Green Living

Three Easy Ways to Avoid Genetically Modified Foods (GMOs)

South of the border there is a debate raging that impacts all of us. It has to do with food labels and whether or not genetically modified foods (GMOs) should be labeled as such.

This isn’t avant gard stuff – more than 60 countries already have GMO labelling laws.

The jury is still out on whether genetically modified foods are even safe for human consumption. There are studies that say they aren’t, and industry-funded studies that say they are, although there are no independent studies that prove GMOs ae safe for people or the planet.

Instead of getting caught up in a dispute over research that can be complicated to begin with, there are two undisputable facts about GMOs that should give us all cause for concern:
The quantity of herbicides and insecticides required to grow GMO crops:

GMO seeds and plants are engineered to be dependent on patented herbicides that are known to be carcinogenic. The major crops in North America, corn, cotton and soy beans, are grown almost exclusively using genetically engineered seeds and are doused with Roundup and other proprietary chemicals. Some seeds are engineered to release insecticides as they grow. This chemical dependence has created super-weeds and super bugs.

All of these chemicals make their way to our tables either directly in the GMOs we eat, or indirectly in the meat we consume from cows and other livestock fed genetically engineered corn.

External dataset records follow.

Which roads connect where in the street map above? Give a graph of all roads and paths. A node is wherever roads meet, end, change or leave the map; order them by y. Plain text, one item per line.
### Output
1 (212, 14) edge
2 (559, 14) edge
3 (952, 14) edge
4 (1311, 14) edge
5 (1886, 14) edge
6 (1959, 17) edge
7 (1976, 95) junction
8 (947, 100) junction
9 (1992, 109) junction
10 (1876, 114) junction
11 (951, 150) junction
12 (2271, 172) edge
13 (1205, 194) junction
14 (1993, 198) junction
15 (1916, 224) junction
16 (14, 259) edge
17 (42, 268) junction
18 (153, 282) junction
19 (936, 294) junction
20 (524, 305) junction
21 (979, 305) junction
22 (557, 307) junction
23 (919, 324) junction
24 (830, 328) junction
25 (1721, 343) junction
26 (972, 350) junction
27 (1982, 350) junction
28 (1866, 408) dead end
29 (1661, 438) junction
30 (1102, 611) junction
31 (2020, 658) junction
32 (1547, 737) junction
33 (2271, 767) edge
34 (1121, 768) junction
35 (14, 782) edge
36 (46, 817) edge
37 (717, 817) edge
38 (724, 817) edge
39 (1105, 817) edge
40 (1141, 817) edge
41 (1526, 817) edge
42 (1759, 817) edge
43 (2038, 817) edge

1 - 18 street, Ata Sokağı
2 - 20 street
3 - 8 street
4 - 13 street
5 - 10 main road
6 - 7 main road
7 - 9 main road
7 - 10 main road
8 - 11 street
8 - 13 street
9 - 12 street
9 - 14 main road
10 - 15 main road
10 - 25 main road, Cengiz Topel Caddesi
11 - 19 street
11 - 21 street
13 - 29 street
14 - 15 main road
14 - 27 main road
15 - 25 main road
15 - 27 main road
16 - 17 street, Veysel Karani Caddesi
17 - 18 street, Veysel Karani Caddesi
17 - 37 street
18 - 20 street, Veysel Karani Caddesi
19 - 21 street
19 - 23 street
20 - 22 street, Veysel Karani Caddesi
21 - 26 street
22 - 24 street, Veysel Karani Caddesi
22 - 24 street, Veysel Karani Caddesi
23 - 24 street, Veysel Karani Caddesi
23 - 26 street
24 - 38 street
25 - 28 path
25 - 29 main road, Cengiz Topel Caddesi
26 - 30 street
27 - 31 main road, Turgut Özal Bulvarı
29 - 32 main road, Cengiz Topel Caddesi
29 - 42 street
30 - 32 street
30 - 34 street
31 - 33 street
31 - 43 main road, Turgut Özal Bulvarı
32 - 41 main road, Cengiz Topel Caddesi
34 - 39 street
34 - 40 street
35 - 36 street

The lack of species diversification and the fact that globally about seven companies are in complete control of major food crops:

Through history civilization has learned the hard way the dangers of single crop farming and lack of species diversification within various crops. If you only grow one variety of potato and that variety is infected with blight then you have nothing to fall back on. GMOs are the opposite of diversification and put our food supply at risk, making it more susceptible to pests, extreme weather and disease.

As well, genetically engineered seeds contaminate wild and other non-engineered plants through crop drift. Biotech company patents then extend to all contaminated crops.

Because GMO labelling isn’t mandatory in Canada or the U.S. there are other steps we can all take to reduce our exposure to genetically modified organisms.
  1. Buy certified organic version of the most common genetically modified crops: corn, canola, soy products and sugar made from sugar beets (not labeled cane sugar). Products like honey are also suspect in areas where bees gather pollen from genetically engineered crops. GMOs are not permitted in certified organic foods.
  2. Look for the label “Project Non GMO verified”, a voluntary certification program.
  3. Buy fewer processed foods. It is estimated that GMOs are in 80% of processed foods. Soy and corn are common ingredients in many processed foods (soy lecithin, glucose/fructose and high fructose corn syrup) so by cooking more from scratch you’ll avoid GMO additives.